### [Records for processing]
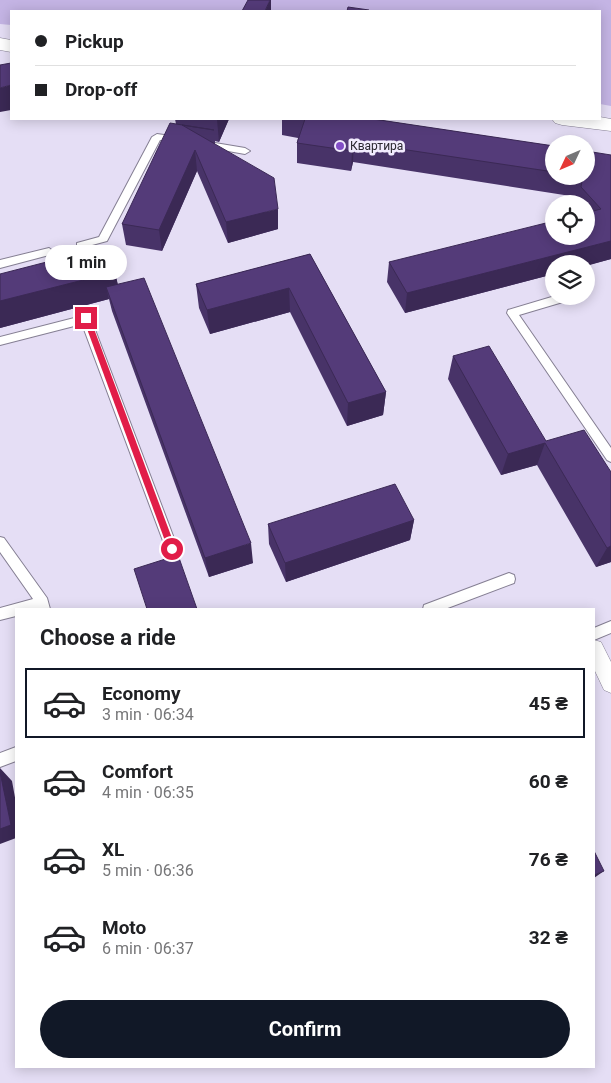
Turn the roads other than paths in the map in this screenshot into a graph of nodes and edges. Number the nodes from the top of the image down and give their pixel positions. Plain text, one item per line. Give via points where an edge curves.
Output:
1 (570, 120) edge
2 (611, 125) edge
3 (245, 151) dead end
4 (81, 244) dead end
5 (49, 252) dead end
6 (0, 264) edge
7 (545, 303) edge
8 (0, 341) edge
9 (611, 457) edge
10 (0, 542) edge
11 (172, 549) dead end
12 (509, 579) dead end
13 (43, 606) edge
14 (26, 608) edge
15 (432, 608) edge
16 (15, 610) edge
17 (0, 614) edge
18 (611, 627) edge
19 (595, 634) edge
20 (595, 651) edge
21 (611, 684) edge
22 (15, 754) edge
23 (0, 760) edge

1 - 2 street
3 - 4 lane via 157,137 103,239
5 - 6 lane
7 - 9 lane via 512,313
8 - 11 lane via 86,318
10 - 13 lane
12 - 15 lane
13 - 14 lane
16 - 17 lane
18 - 19 lane
20 - 21 street
22 - 23 lane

### [Exercise goal]
Repeat every entry above exactly; images stay out of the copy.

### [Exercise answer]
Turn the roads other than paths in the map in this screenshot into a graph of nodes and edges. Number the nodes from the top of the image down and give their pixel positions. Plain text, one item per line. Give via points where an edge curves.
Output:
1 (570, 120) edge
2 (611, 125) edge
3 (245, 151) dead end
4 (81, 244) dead end
5 (49, 252) dead end
6 (0, 264) edge
7 (545, 303) edge
8 (0, 341) edge
9 (611, 457) edge
10 (0, 542) edge
11 (172, 549) dead end
12 (509, 579) dead end
13 (43, 606) edge
14 (26, 608) edge
15 (432, 608) edge
16 (15, 610) edge
17 (0, 614) edge
18 (611, 627) edge
19 (595, 634) edge
20 (595, 651) edge
21 (611, 684) edge
22 (15, 754) edge
23 (0, 760) edge

1 - 2 street
3 - 4 lane via 157,137 103,239
5 - 6 lane
7 - 9 lane via 512,313
8 - 11 lane via 86,318
10 - 13 lane
12 - 15 lane
13 - 14 lane
16 - 17 lane
18 - 19 lane
20 - 21 street
22 - 23 lane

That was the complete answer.